Stored data entries:
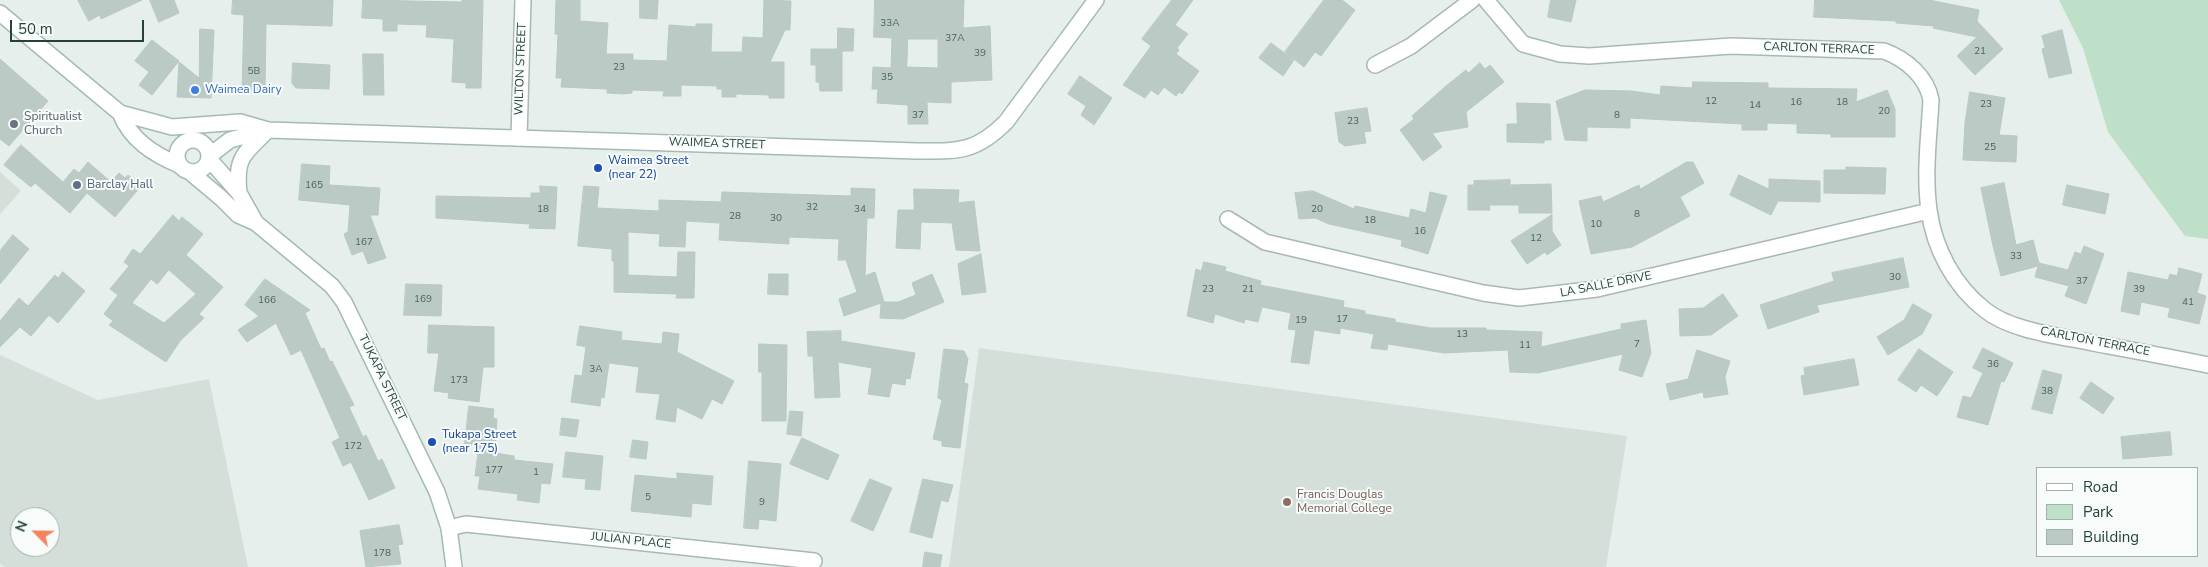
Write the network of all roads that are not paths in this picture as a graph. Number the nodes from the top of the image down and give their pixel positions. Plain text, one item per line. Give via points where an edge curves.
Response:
1 (523, 0) edge
2 (1096, 0) edge
3 (1472, 0) edge
4 (1486, 0) edge
5 (0, 13) edge
6 (1375, 65) dead end
7 (120, 113) junction
8 (207, 124) junction
9 (176, 128) junction
10 (268, 130) junction
11 (519, 138) junction
12 (191, 140) junction
13 (209, 158) junction
14 (184, 169) junction
15 (239, 193) junction
16 (1929, 211) junction
17 (1228, 219) dead end
18 (256, 223) junction
19 (2208, 365) edge
20 (449, 528) junction
21 (814, 561) dead end
22 (454, 567) edge

1 - 11 street, WILTON STREET
2 - 11 street, WAIMEA STREET via 1006,122 992,135 963,150
3 - 6 street via 1411,46
4 - 16 street, CARLTON TERRACE via 1524,44 1560,54 1589,56 1731,46 1884,51 1900,57 1929,88
5 - 7 street, TUKAPA STREET
7 - 9 street, WAIMEA STREET
7 - 14 street, TUKAPA STREET via 128,130 138,140 152,152
8 - 9 street, WAIMEA STREET
8 - 10 street, WAIMEA STREET via 240,122
8 - 12 street
9 - 12 street
10 - 11 street, WAIMEA STREET
10 - 13 street, WAIMEA STREET via 230,140
10 - 15 street via 240,162 237,173
12 - 13 street via 205,145
12 - 14 street via 178,148 176,160
13 - 14 street via 202,170
13 - 15 street, TUKAPA STREET
14 - 18 street, TUKAPA STREET via 238,216
15 - 18 street, TUKAPA STREET
16 - 17 street, LA SALLE DRIVE via 1597,290 1519,298 1484,293 1265,242
16 - 19 street, CARLTON TERRACE via 1937,245 1952,272 1966,293 1986,311 2042,332
18 - 20 street, TUKAPA STREET via 332,286 344,302 437,492
20 - 21 street, JULIAN PLACE via 466,524
20 - 22 street, TUKAPA STREET

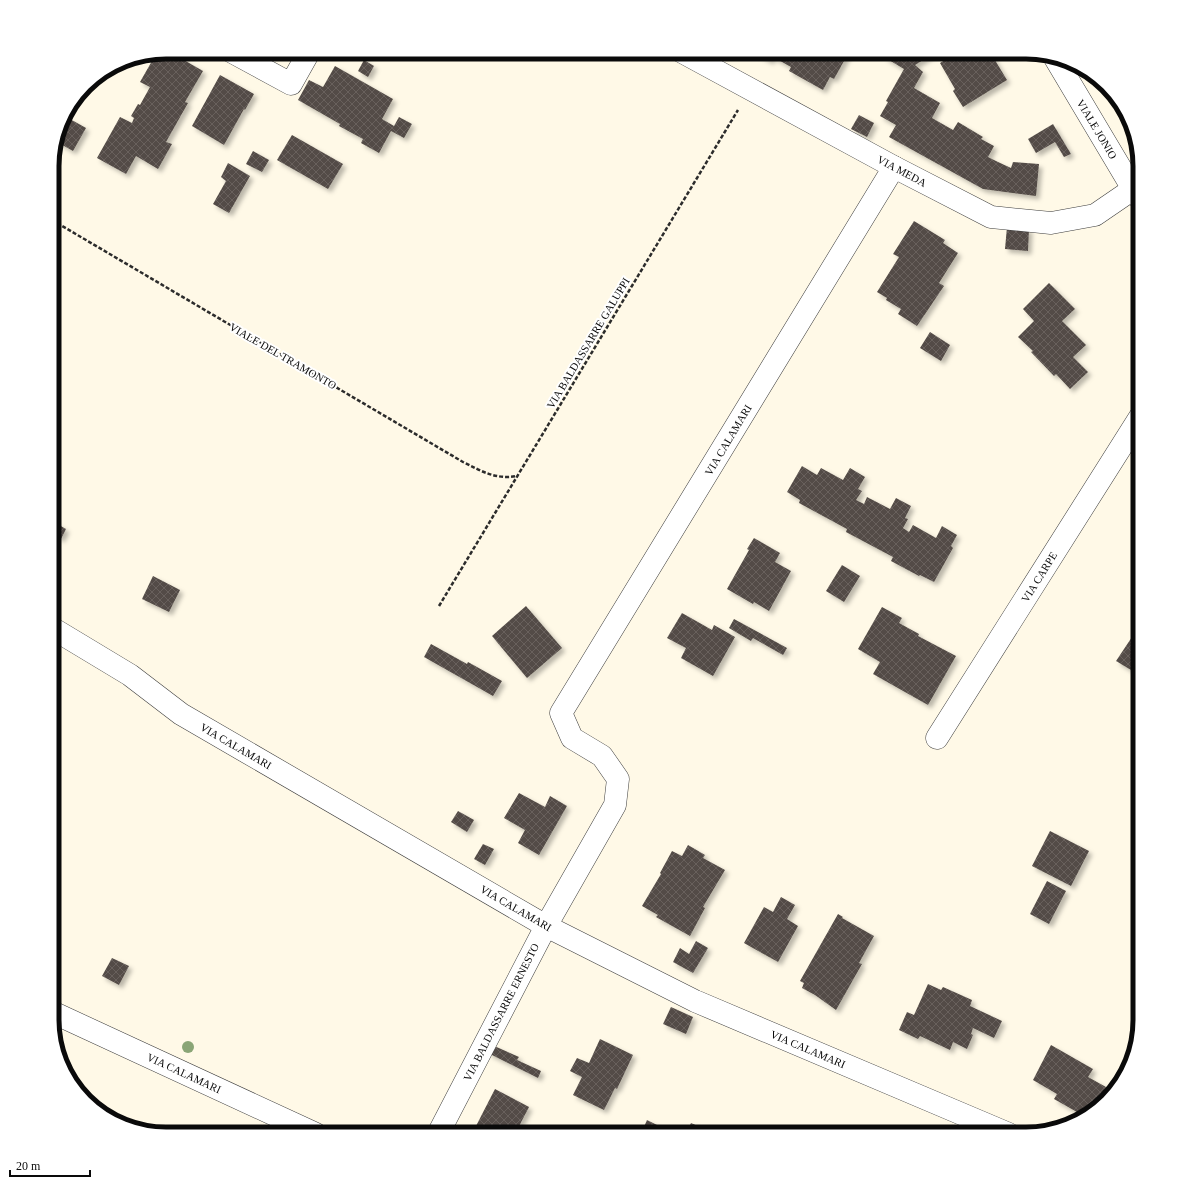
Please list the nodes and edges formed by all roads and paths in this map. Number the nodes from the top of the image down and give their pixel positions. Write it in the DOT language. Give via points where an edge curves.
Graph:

EXERCISE DIRECTIONS:
All entries must come back exactly as written, though without their pictures.

EXERCISE OUTPUT:
Write the network of all roads that are not paths in this picture as a graph. Number the nodes from the top of the image down and give their pixel positions. Plain text, one item per line. Give via points where an edge curves.
Response:
1 (523, 0) edge
2 (1096, 0) edge
3 (1472, 0) edge
4 (1486, 0) edge
5 (0, 13) edge
6 (1375, 65) dead end
7 (120, 113) junction
8 (207, 124) junction
9 (176, 128) junction
10 (268, 130) junction
11 (519, 138) junction
12 (191, 140) junction
13 (209, 158) junction
14 (184, 169) junction
15 (239, 193) junction
16 (1929, 211) junction
17 (1228, 219) dead end
18 (256, 223) junction
19 (2208, 365) edge
20 (449, 528) junction
21 (814, 561) dead end
22 (454, 567) edge

1 - 11 street, WILTON STREET
2 - 11 street, WAIMEA STREET via 1006,122 992,135 963,150
3 - 6 street via 1411,46
4 - 16 street, CARLTON TERRACE via 1524,44 1560,54 1589,56 1731,46 1884,51 1900,57 1929,88
5 - 7 street, TUKAPA STREET
7 - 9 street, WAIMEA STREET
7 - 14 street, TUKAPA STREET via 128,130 138,140 152,152
8 - 9 street, WAIMEA STREET
8 - 10 street, WAIMEA STREET via 240,122
8 - 12 street
9 - 12 street
10 - 11 street, WAIMEA STREET
10 - 13 street, WAIMEA STREET via 230,140
10 - 15 street via 240,162 237,173
12 - 13 street via 205,145
12 - 14 street via 178,148 176,160
13 - 14 street via 202,170
13 - 15 street, TUKAPA STREET
14 - 18 street, TUKAPA STREET via 238,216
15 - 18 street, TUKAPA STREET
16 - 17 street, LA SALLE DRIVE via 1597,290 1519,298 1484,293 1265,242
16 - 19 street, CARLTON TERRACE via 1937,245 1952,272 1966,293 1986,311 2042,332
18 - 20 street, TUKAPA STREET via 332,286 344,302 437,492
20 - 21 street, JULIAN PLACE via 466,524
20 - 22 street, TUKAPA STREET

Please list the nodes and edges formed by all roads and paths in this map. Number the nodes from the top of the image down and give their pixel positions. Write it in the DOT language. Give via points where an edge curves.
Graph:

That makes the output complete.